La police catalane a lancé une enquête suite au vandalisme de plusieurs tombes juives dans un cimetière de Barcelone. Cet acte, qualifié de « haine » par le maire de la ville, suscite de vives inquiétudes au sein de la communauté juive d'Espagne face à une montée préoccupante de l'antisémitisme.
Un représentant de la police a indiqué à l'AFP que plusieurs tombes avaient été abîmées dans la section juive du cimetière de Les Corts, bien qu'il n'ait pas précisé le nombre exact de dégradations. La Fédération des Communautés Juives d'Espagne (FCJE) a exprimé, dans un communiqué, sa profonde indignation face à ce qu'elle qualifie d'« acte antisémite inacceptable », appelant les autorités à agir avec la plus grande fermeté.
Un niveau d’antisémitisme « alarmant »
La FCJE relie ce vandalisme à une carte interactive auparavant diffusée par des activistes pro-palestiniens, qui mettait en lumière divers sites et commerces en lien avec la communauté juive d'Espagne. Bien que cette carte ait été retirée, les conséquences de sa diffusion semblent persistantes.
« Il est alarmant de voir que le niveau d'antisémitisme a clairement franchi un cap, passant des discours à des actes violents », confie un membre de la FCJE.
Le maire de Barcelone, Jaume Collboni, a exprimé sa révolte contre cette profanation dans un post sur les réseaux sociaux. Il a déclaré que « la haine n'a pas sa place dans une Barcelone ouverte et respectueuse » et a promis que tous les efforts seraient déployés pour appréhender les coupables.

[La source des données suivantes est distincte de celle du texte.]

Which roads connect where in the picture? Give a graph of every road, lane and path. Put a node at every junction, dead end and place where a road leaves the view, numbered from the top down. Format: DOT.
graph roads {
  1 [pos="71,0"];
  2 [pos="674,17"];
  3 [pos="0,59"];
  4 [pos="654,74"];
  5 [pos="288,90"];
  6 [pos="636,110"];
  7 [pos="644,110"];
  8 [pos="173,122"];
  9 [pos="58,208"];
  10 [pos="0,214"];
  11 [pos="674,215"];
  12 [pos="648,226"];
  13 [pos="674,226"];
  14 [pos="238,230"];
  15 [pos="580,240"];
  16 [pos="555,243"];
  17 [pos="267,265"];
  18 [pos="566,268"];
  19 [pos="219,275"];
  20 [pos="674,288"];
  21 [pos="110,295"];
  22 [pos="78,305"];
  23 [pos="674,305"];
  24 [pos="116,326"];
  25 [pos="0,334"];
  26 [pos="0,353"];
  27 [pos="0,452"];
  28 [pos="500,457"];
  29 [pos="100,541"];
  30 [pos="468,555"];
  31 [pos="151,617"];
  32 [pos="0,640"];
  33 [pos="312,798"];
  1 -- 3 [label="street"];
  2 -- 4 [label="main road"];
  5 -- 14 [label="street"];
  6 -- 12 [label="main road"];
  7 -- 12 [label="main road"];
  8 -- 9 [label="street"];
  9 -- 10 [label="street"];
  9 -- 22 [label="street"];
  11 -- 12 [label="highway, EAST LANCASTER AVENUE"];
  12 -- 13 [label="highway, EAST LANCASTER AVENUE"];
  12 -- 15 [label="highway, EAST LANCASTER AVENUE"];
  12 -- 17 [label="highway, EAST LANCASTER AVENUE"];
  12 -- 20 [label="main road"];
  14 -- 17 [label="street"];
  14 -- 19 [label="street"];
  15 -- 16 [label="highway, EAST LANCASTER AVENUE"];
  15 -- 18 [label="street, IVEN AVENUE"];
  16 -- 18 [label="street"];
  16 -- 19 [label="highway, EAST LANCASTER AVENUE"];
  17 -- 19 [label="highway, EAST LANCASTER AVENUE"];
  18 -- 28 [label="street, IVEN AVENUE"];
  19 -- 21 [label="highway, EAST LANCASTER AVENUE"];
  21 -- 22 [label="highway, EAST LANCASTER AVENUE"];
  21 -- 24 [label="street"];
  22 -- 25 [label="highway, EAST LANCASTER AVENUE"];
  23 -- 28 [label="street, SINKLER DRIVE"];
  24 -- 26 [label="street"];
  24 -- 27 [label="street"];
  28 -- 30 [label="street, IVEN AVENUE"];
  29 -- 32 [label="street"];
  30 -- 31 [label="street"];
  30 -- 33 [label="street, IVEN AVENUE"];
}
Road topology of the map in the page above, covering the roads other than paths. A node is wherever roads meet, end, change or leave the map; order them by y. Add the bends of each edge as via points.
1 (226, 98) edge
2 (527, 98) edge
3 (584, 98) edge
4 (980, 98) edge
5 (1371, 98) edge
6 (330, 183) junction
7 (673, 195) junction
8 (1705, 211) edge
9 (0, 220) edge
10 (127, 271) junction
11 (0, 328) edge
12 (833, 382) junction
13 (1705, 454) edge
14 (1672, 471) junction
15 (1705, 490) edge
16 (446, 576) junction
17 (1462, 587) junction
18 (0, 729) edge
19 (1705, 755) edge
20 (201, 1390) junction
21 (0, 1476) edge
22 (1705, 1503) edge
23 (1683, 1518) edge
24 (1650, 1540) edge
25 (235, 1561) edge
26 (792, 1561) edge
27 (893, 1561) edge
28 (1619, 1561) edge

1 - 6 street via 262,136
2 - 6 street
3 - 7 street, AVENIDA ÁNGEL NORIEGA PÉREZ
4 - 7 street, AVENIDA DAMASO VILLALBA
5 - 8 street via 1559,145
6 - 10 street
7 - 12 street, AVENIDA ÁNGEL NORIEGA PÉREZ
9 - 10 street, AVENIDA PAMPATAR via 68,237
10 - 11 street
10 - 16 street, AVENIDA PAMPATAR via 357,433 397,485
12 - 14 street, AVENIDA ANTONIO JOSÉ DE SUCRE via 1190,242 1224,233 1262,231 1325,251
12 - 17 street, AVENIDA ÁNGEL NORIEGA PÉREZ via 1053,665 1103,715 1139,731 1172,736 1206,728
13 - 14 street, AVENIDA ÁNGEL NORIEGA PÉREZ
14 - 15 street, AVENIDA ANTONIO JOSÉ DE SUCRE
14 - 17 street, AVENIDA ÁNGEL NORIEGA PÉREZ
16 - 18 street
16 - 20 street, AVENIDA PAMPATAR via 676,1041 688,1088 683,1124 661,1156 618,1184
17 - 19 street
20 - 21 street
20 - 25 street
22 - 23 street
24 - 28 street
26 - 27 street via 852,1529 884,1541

Ce vandalisme intervient dans un contexte de tensions exacerbées en Espagne, notamment à la suite des récentes offensives militaires israéliennes à Gaza en réponse aux attaques du Hamas le 7 octobre 2023. Ce climat a engendré un large mouvement de solidarité envers les Palestiniens, marquant une intensification des manifestations et des boycotts ciblant Israël. Par exemple, en septembre, à Madrid, des militants ont perturbé la dernière étape du Tour d'Espagne en raison de la présence de l'équipe israélienne Israel-Premier Tech.
Aujourd'hui, la communauté juive en Espagne, qui compte environ 70 000 membres selon la FCJE, reste vigilant face à ces dérives inquiétantes.